**Exercise brief**. Without skipping any entry, transcribe the data word for word.

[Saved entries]
----------
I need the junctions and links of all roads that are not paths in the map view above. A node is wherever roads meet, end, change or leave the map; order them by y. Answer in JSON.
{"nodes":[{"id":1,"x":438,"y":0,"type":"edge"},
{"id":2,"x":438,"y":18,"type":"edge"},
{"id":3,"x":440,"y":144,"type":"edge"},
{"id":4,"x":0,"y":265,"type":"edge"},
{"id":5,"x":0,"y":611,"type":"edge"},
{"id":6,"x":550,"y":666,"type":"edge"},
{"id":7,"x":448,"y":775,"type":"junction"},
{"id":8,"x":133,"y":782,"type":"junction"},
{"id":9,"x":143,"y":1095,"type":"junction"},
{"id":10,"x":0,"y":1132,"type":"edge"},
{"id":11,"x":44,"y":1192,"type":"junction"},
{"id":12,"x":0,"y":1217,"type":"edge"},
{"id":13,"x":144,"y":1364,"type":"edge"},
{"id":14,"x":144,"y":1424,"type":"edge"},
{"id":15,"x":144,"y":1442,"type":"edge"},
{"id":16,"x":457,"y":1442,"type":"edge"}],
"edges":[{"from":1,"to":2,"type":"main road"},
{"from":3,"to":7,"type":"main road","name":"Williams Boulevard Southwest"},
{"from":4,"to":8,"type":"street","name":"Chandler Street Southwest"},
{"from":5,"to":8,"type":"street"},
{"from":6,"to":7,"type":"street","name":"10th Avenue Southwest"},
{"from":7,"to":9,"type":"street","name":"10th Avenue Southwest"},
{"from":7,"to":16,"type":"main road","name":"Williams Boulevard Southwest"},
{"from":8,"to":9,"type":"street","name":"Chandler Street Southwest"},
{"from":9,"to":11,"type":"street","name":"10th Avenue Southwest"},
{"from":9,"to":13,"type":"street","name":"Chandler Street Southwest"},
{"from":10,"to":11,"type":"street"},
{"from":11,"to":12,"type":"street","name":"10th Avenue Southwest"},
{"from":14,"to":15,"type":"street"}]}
----------
**Exercise output**.
I need the junctions and links of all roads that are not paths in the map view above. A node is wherever roads meet, end, change or leave the map; order them by y. Answer in JSON.
{"nodes":[{"id":1,"x":438,"y":0,"type":"edge"},
{"id":2,"x":438,"y":18,"type":"edge"},
{"id":3,"x":440,"y":144,"type":"edge"},
{"id":4,"x":0,"y":265,"type":"edge"},
{"id":5,"x":0,"y":611,"type":"edge"},
{"id":6,"x":550,"y":666,"type":"edge"},
{"id":7,"x":448,"y":775,"type":"junction"},
{"id":8,"x":133,"y":782,"type":"junction"},
{"id":9,"x":143,"y":1095,"type":"junction"},
{"id":10,"x":0,"y":1132,"type":"edge"},
{"id":11,"x":44,"y":1192,"type":"junction"},
{"id":12,"x":0,"y":1217,"type":"edge"},
{"id":13,"x":144,"y":1364,"type":"edge"},
{"id":14,"x":144,"y":1424,"type":"edge"},
{"id":15,"x":144,"y":1442,"type":"edge"},
{"id":16,"x":457,"y":1442,"type":"edge"}],
"edges":[{"from":1,"to":2,"type":"main road"},
{"from":3,"to":7,"type":"main road","name":"Williams Boulevard Southwest"},
{"from":4,"to":8,"type":"street","name":"Chandler Street Southwest"},
{"from":5,"to":8,"type":"street"},
{"from":6,"to":7,"type":"street","name":"10th Avenue Southwest"},
{"from":7,"to":9,"type":"street","name":"10th Avenue Southwest"},
{"from":7,"to":16,"type":"main road","name":"Williams Boulevard Southwest"},
{"from":8,"to":9,"type":"street","name":"Chandler Street Southwest"},
{"from":9,"to":11,"type":"street","name":"10th Avenue Southwest"},
{"from":9,"to":13,"type":"street","name":"Chandler Street Southwest"},
{"from":10,"to":11,"type":"street"},
{"from":11,"to":12,"type":"street","name":"10th Avenue Southwest"},
{"from":14,"to":15,"type":"street"}]}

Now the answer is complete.